╔══

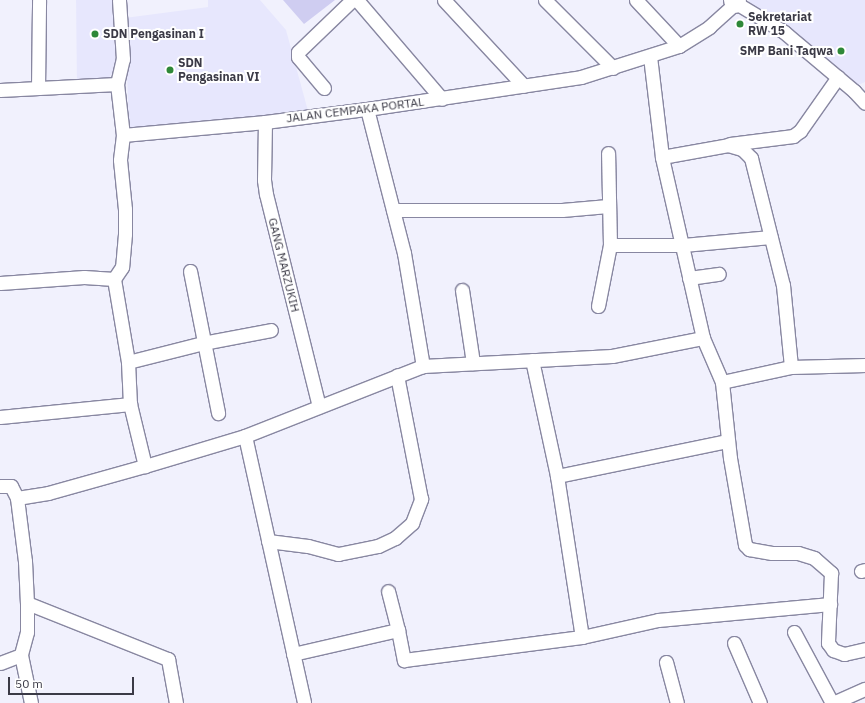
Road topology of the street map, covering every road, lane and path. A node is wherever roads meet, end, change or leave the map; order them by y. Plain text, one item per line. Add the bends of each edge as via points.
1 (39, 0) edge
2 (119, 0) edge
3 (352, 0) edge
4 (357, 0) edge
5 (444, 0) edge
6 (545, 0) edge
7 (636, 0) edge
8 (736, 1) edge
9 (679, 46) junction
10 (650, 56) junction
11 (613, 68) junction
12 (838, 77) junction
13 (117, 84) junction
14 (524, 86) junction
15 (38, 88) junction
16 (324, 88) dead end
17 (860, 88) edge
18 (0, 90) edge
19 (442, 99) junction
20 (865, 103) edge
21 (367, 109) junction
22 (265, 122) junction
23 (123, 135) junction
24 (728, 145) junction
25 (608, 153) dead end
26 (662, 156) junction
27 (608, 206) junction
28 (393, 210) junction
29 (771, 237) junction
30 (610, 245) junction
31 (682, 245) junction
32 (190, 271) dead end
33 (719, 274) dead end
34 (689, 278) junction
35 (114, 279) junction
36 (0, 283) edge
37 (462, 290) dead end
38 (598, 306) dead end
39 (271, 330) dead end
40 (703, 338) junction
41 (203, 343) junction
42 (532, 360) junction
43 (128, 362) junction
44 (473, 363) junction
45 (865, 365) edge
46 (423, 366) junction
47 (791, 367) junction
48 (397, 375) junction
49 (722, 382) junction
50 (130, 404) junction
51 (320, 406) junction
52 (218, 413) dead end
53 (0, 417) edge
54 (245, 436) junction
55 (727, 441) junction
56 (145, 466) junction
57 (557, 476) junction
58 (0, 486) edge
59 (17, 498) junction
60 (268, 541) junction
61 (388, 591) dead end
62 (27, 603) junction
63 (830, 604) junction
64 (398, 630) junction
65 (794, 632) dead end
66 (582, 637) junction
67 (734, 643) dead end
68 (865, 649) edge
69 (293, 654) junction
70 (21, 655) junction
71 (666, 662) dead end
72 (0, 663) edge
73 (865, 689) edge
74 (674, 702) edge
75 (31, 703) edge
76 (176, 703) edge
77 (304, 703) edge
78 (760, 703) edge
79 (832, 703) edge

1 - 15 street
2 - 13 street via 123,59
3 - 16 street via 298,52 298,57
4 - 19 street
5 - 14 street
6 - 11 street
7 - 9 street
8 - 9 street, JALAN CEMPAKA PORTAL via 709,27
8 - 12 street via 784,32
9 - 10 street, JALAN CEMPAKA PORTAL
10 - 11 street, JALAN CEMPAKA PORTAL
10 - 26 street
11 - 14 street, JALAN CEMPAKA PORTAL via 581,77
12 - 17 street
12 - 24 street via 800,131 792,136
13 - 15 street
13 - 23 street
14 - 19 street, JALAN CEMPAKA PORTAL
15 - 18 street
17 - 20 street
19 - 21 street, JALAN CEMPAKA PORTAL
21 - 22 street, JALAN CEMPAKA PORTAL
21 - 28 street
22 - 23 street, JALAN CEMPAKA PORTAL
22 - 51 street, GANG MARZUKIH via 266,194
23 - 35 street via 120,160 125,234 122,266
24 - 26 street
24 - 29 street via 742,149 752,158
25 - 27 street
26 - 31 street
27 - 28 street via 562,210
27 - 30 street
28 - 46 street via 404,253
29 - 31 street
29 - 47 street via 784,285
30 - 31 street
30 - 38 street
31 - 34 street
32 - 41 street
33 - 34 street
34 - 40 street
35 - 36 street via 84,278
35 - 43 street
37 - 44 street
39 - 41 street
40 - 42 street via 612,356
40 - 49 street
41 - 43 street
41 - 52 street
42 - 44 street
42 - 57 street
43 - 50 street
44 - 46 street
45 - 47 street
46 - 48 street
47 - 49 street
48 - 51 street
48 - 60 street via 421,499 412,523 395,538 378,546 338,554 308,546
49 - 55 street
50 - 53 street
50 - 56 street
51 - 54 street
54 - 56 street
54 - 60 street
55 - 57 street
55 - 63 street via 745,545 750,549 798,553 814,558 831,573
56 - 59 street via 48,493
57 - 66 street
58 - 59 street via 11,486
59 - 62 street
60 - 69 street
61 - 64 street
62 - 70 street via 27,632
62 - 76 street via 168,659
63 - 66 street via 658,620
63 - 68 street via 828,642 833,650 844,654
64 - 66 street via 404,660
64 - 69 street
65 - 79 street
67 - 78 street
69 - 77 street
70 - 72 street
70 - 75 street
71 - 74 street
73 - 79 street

╚══

- **AIM OF THE TASK**: Copy every line of the data that carries the word "JALAN".

- **PROBLEM SOLUTION**:
8 - 9 street, JALAN CEMPAKA PORTAL via 709,27
9 - 10 street, JALAN CEMPAKA PORTAL
10 - 11 street, JALAN CEMPAKA PORTAL
11 - 14 street, JALAN CEMPAKA PORTAL via 581,77
14 - 19 street, JALAN CEMPAKA PORTAL
19 - 21 street, JALAN CEMPAKA PORTAL
21 - 22 street, JALAN CEMPAKA PORTAL
22 - 23 street, JALAN CEMPAKA PORTAL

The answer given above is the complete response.